Eine Frau am Ruder

Die Kreuzlingerin Erika Neuenschwander hat als zweite Thurgauer Frau den Kapitäns-Rang erreicht

Erika Neuenschwander aus Kreuzlingen ist jetzt Frau Kapitän. Sie ist die zweite Frau im Thurgau, die es in die Kapitänsetage geschafft hat. Total sind 30 Kapitäne registriert.

Mit der Aushändigung des Kapitänspatents ist die oberste Stufe der maritimen Karriereleiter erreicht. Der Beruf des Kapitäns ist immer noch eine Männerdomäne. Im Thurgau hat es jetzt die zweite Frau ans Ruder geschafft.

In Bichelsee aufgewachsen

Die neue Frau Kapitän Erika Neuenschwander, Jahrgang 1965, hat die Kapitäns-Laufbahn nicht von vornherein angestrebt. Es war eher Zufall. Aufgewachsen im Hinterthurgau, in Bichelsee, hat sie eine Lehre als Lebensmittelverkäuferin absolviert. Später führte sie als Filialleiterin den Volg Berg. Der See zog sie an und so wechselte sie ins Hafenrestaurant in Kreuzlingen, wo sie in der Küche und im Service arbeitete. Den Willen, sich energisch einzusetzen und etwas zu erreichen, hatte Erika Neuenschwander von jung an.

Als Hilfsmatrose begonnen

Als sie ihren späteren Ehemann, Kapitän Roland Neuenschwander von der «MS Delphin» mit Liegeplatz im Hafen Kreuzlingen kennen lernte, wurde ihr Interesse an Schiffen ganz unbewusst gefördert. Klammheimlich besuchte sie eine Motorboot-Schule und bestand die Motorboot-Prüfung. Dass ihr die Schifferei im Blut läge, kann sie nicht bestätigen. Sie erzählt, wie sie den gastronomischen Teil auf der «MS Delphin» übernahm, als Hilfsmatrose zum Einsatz kam und sich bald keinen besseren Beruf mehr vorstellen konnte. Das Interesse an der Technik, am Führen des Schiffes wuchs. Der Traum Kapitän zu werden, sah sie auch als Privileg. Ihr Mann hat sie unterstützt. Zusammen mit den Kandidaten von der Schifffahrtsgesellschaft Untersee und Rhein begab sie sich nach Bern zur eidgenössischen Theorieprüfung. Nach der bestandenen Theorie wurde jede freie Stunde fürs Fahrtraining genutzt. Fahren nach Kompass, Blindfahren, Radarfahren, ohne Licht fahren und auf der Karte den Kurs ausrechnen, Rettungsübungen wie Mann-über-Bord im Seerhein, Anlegemanöver und viele andere Manöver. «Als Frau muss man behutsam in diese Welt hineinwachsen», meinte sie und setzte stolz die Kapitänsmütze auf. Trotz Herbst ist kein Saisonende in Sicht: «Wir fahren auch im Winter für unsere Gäste, nur dickes Eis kann uns abhalten.»

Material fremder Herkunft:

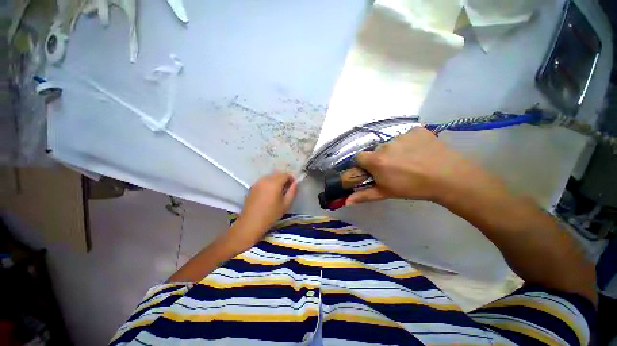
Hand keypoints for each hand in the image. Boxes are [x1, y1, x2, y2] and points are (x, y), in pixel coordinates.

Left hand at [230, 172, 297, 246]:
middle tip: (286, 189)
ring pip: (270, 176)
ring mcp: (257, 182)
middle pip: (277, 173)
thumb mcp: (286, 204)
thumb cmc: (271, 215)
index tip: (293, 187)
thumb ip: (292, 191)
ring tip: (278, 192)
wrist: (251, 223)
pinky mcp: (252, 187)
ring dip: (276, 180)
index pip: (285, 174)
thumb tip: (295, 183)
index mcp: (274, 183)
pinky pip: (264, 181)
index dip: (291, 179)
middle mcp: (265, 179)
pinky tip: (269, 194)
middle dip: (284, 179)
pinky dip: (269, 183)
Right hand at [347, 127, 482, 204]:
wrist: (448, 178)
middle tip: (395, 168)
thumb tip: (346, 201)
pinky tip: (420, 151)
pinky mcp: (416, 130)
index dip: (364, 164)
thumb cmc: (412, 188)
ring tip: (410, 160)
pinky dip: (410, 143)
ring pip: (391, 143)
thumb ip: (364, 195)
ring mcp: (401, 135)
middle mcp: (385, 145)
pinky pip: (407, 136)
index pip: (358, 157)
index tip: (372, 170)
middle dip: (381, 158)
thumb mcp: (386, 192)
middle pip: (376, 150)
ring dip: (396, 150)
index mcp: (375, 160)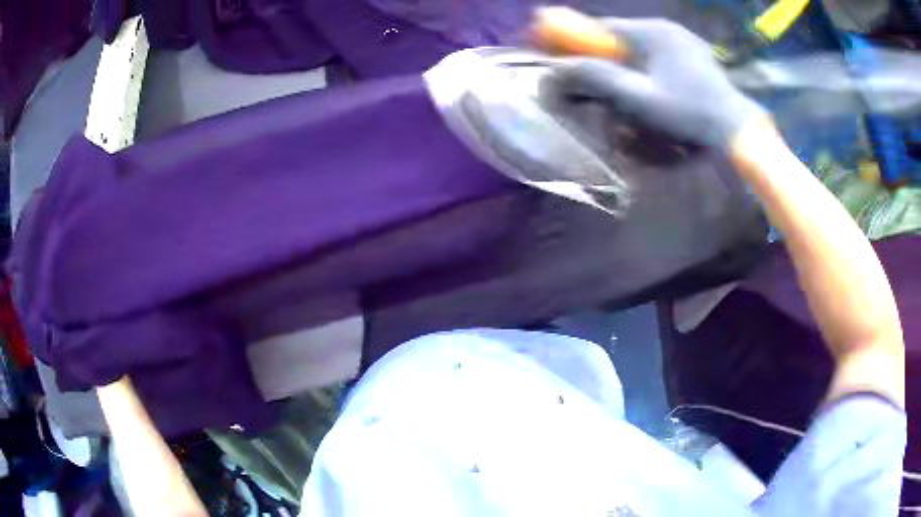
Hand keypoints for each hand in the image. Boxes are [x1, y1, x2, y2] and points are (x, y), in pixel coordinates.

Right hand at [548, 18, 764, 147]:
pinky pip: (656, 55)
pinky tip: (645, 84)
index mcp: (651, 32)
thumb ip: (597, 79)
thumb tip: (556, 68)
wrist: (738, 132)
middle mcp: (665, 29)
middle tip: (582, 76)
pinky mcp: (694, 56)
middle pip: (618, 37)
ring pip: (638, 46)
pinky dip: (642, 66)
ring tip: (614, 85)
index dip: (573, 38)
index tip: (552, 49)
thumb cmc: (690, 116)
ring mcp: (683, 41)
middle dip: (598, 54)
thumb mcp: (639, 100)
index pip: (600, 28)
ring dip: (620, 61)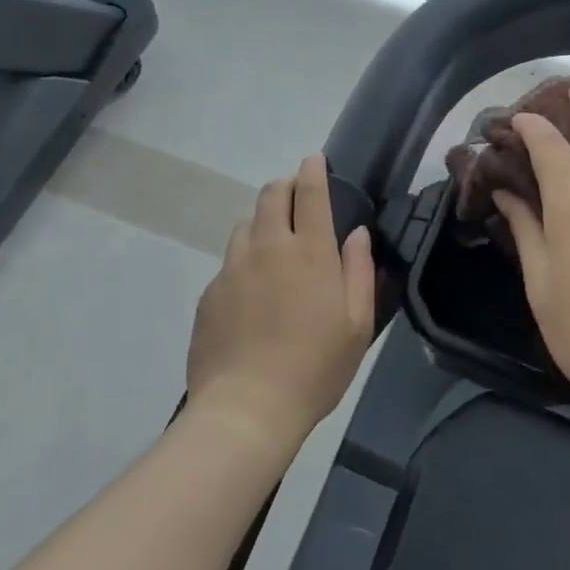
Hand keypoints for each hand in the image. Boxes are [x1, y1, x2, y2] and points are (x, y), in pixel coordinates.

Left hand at [187, 155, 376, 441]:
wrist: (245, 411)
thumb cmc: (315, 368)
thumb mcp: (357, 324)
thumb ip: (359, 271)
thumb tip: (357, 233)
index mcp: (310, 252)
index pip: (310, 192)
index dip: (313, 170)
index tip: (314, 159)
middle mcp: (269, 248)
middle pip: (270, 195)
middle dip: (284, 186)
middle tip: (296, 197)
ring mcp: (233, 268)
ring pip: (245, 225)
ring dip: (262, 222)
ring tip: (273, 245)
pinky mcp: (210, 293)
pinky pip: (229, 262)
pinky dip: (244, 261)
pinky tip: (251, 293)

Iris Fürst machte den Anfang

Die erste Frau Kapitän im Thurgau war Iris Fürst aus Romanshorn, die vor rund zehn Jahren das Kapitänsbrevet bestand. Iris Fürst war die Laufbahn durch die Familie, die einen Schiffsbetrieb in Romanshorn betreibt, gleichsam in die Wiege gelegt worden. Fürst: «Man ist als Frau Kapitän schon ein Exot; aber es gibt sehr viel Anerkennung, Ehre sowie Respekt; es ist einfach toll.»

Theorie und Praxis

Die Prüfungsanforderungen für das Kapitänsbrevet richten sich nach der Bodensee-Schifffahrts-Ordnung sowie der schweizerischen Binnenschifffahrt-Verordnung, erklärt Walter Leu, stellvertretender Chef der Thurgauer Seepolizei, auf Anfrage. Beide Bestimmungen verlangen für die Zulassung zur praktischen Prüfung Kategorie B eine Mindestfahrzeiterfordernis. Bei Bewerbern für einen Führerausweis Kategorie B bis 60 Fahrgäste sind dies neun Monate, davon mindestens fünf auf dem Bodensee. Für mehr als 60 Fahrgäste gelten bereits 18 Monate, davon mindestens neun auf dem Bodensee. Vor der praktischen Prüfung ist der theoretische Teil zu bestehen. Dieser umfasst neben den allgemeinen Verkehrsvorschriften die speziellen Vorgaben gemäß der schweizerischen Schiffbauverordnung und die dazugehörenden Ausführungsbestimmungen.